_WORK INSTRUCTIONS_
I'd like an exact copy of every line from the start of the entries below through the line containing "position:relative; flex:1; overflow:hidden", please.

_RECORDS SHOWN_
*** Begin section ***

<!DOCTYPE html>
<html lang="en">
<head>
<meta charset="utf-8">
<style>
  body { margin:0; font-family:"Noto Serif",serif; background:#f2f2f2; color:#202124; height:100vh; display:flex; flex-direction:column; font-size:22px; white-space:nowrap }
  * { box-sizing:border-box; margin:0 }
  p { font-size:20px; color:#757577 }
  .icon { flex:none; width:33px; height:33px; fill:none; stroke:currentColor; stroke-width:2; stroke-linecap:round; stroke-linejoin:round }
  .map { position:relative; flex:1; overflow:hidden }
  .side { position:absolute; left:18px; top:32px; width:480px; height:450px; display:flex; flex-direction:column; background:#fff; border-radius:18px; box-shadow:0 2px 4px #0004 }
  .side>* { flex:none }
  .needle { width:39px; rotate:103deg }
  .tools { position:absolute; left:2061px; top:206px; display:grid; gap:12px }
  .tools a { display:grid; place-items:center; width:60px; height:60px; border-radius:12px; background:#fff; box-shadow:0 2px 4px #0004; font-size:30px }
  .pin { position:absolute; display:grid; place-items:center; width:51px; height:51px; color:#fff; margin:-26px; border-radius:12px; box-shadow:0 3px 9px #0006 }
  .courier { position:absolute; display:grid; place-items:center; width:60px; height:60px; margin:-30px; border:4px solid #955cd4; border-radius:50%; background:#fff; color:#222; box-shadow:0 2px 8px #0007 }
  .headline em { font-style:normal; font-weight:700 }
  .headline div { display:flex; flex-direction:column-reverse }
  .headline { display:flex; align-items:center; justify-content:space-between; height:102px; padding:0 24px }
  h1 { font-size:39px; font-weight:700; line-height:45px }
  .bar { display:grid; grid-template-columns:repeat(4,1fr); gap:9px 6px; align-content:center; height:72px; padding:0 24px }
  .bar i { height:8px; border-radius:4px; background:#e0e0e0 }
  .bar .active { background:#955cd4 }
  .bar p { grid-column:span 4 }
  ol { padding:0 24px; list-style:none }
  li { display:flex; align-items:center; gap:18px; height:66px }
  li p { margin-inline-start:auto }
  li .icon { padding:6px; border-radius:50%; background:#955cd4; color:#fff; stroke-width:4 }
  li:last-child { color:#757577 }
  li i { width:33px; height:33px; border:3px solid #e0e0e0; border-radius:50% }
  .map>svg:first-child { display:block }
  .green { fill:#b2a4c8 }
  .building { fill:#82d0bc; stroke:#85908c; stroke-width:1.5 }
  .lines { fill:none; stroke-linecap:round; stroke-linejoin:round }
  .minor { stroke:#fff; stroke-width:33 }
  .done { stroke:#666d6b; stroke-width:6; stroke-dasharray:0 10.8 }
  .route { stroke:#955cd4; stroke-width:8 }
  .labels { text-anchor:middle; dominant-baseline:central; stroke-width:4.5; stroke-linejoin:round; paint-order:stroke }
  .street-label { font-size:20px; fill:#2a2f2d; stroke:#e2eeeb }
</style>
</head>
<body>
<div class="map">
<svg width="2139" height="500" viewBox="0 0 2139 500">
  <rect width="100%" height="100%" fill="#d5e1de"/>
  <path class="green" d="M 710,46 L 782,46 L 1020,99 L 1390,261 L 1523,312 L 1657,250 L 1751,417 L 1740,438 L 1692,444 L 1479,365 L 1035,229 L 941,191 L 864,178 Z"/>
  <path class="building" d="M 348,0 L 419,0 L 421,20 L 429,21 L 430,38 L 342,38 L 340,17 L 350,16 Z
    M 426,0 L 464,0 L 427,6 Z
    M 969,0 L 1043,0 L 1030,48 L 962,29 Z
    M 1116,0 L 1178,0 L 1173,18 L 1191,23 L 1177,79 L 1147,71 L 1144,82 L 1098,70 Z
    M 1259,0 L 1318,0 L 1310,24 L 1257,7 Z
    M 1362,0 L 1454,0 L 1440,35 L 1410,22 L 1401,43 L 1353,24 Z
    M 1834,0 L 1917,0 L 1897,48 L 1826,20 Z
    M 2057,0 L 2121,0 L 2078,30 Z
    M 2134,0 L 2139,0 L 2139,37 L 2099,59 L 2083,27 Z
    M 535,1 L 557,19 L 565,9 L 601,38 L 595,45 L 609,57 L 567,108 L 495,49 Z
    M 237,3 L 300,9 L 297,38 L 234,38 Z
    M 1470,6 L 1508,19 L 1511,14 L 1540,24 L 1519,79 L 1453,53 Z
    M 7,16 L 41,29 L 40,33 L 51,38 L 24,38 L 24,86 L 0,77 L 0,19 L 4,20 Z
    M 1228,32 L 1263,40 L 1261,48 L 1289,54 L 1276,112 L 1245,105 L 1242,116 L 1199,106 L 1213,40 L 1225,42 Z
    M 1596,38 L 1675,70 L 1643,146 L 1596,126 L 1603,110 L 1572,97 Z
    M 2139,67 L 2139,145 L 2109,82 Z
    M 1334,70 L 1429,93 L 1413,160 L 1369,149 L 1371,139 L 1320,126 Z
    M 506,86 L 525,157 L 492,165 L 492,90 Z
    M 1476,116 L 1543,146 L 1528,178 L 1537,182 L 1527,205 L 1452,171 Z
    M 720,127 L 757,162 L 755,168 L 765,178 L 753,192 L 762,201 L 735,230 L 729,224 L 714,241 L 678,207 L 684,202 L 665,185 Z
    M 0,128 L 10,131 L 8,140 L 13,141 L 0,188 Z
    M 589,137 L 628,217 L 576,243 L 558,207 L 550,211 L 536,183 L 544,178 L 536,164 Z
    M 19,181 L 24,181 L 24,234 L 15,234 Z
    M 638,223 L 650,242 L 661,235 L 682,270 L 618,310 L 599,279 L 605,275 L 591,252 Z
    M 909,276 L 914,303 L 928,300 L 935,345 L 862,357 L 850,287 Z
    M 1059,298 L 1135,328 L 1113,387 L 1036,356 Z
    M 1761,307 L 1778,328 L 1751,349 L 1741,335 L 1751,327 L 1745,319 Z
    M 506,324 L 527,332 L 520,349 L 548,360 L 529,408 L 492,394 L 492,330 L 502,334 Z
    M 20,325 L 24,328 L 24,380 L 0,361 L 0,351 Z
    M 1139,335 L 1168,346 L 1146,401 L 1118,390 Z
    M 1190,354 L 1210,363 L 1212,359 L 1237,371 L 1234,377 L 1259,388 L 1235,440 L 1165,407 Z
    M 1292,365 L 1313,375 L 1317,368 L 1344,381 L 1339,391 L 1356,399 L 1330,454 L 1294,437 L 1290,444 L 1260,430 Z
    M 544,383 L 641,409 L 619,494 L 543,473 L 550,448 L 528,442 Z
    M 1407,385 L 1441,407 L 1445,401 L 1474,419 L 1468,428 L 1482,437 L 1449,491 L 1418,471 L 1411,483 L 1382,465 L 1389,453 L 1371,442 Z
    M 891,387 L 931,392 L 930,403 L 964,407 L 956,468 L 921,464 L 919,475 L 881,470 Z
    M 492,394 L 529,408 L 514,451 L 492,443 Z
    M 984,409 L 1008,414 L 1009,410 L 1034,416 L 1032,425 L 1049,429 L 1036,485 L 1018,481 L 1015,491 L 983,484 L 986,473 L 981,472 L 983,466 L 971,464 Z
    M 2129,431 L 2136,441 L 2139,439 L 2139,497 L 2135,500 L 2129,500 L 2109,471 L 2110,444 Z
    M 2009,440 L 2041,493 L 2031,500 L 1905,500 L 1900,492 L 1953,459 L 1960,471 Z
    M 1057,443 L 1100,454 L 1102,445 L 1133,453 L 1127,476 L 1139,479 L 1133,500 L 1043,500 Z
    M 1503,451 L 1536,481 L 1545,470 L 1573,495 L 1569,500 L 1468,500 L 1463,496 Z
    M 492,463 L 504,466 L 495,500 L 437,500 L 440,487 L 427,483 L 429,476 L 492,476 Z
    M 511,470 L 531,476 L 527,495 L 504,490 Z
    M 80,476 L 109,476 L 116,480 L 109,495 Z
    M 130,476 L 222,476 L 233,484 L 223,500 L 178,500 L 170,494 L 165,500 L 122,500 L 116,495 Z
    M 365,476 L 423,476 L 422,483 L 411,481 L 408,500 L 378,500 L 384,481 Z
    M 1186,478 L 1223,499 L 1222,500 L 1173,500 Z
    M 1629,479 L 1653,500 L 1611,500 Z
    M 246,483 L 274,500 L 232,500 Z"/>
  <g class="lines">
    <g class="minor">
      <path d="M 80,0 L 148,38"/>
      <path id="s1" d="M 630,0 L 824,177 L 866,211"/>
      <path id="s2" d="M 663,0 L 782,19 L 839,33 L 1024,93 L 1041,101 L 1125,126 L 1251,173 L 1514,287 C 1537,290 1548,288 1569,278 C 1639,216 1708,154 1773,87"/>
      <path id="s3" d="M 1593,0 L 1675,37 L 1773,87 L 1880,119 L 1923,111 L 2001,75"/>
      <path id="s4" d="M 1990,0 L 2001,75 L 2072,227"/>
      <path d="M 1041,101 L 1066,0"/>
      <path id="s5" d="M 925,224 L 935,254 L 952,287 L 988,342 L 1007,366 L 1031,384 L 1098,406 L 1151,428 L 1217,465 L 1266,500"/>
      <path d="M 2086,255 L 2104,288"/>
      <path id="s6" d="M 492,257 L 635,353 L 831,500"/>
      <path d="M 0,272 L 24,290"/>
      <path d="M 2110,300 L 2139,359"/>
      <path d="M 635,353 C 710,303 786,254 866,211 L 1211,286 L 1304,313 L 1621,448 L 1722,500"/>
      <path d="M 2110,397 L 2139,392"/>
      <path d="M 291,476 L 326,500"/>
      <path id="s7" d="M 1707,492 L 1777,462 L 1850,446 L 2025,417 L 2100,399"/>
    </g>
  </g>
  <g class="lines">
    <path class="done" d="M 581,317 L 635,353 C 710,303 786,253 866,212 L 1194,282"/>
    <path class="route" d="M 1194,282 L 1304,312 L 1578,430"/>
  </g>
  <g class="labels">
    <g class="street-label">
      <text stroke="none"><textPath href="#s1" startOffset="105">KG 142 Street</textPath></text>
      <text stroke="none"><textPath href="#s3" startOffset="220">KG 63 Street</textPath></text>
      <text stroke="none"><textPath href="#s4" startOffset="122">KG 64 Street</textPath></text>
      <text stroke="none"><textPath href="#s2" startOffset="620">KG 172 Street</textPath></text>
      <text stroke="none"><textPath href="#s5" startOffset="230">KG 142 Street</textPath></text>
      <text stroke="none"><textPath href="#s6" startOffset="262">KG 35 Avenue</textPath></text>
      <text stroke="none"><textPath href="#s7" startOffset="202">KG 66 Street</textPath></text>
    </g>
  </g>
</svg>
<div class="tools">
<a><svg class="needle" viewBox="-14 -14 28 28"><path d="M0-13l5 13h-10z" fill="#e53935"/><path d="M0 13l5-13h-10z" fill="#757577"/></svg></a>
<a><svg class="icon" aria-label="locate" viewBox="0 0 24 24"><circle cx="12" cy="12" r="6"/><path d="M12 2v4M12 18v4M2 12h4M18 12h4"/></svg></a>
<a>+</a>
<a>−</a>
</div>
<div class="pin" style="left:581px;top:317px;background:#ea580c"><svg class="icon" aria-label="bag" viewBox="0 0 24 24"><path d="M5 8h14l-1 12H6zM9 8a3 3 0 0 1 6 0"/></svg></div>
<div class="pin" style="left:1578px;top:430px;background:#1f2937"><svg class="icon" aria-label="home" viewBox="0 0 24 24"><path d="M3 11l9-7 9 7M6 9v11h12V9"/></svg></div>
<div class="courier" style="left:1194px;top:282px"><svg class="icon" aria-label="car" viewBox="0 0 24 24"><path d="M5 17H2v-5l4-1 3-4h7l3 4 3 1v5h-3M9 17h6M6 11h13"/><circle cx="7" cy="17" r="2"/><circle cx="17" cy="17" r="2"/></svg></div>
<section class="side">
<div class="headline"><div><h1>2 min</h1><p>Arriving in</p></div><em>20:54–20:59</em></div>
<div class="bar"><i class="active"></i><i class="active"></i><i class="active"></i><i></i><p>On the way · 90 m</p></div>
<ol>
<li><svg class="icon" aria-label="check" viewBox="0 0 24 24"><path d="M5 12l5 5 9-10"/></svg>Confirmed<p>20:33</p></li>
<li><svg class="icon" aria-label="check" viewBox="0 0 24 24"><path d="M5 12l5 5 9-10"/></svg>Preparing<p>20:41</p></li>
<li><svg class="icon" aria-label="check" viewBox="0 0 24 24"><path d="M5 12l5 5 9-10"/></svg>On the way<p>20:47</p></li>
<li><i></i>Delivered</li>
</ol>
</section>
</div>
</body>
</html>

*** End section ***

_OUTPUT FOR THIS EXERCISE_
<!DOCTYPE html>
<html lang="en">
<head>
<meta charset="utf-8">
<style>
  body { margin:0; font-family:"Noto Serif",serif; background:#f2f2f2; color:#202124; height:100vh; display:flex; flex-direction:column; font-size:22px; white-space:nowrap }
  * { box-sizing:border-box; margin:0 }
  p { font-size:20px; color:#757577 }
  .icon { flex:none; width:33px; height:33px; fill:none; stroke:currentColor; stroke-width:2; stroke-linecap:round; stroke-linejoin:round }
  .map { position:relative; flex:1; overflow:hidden }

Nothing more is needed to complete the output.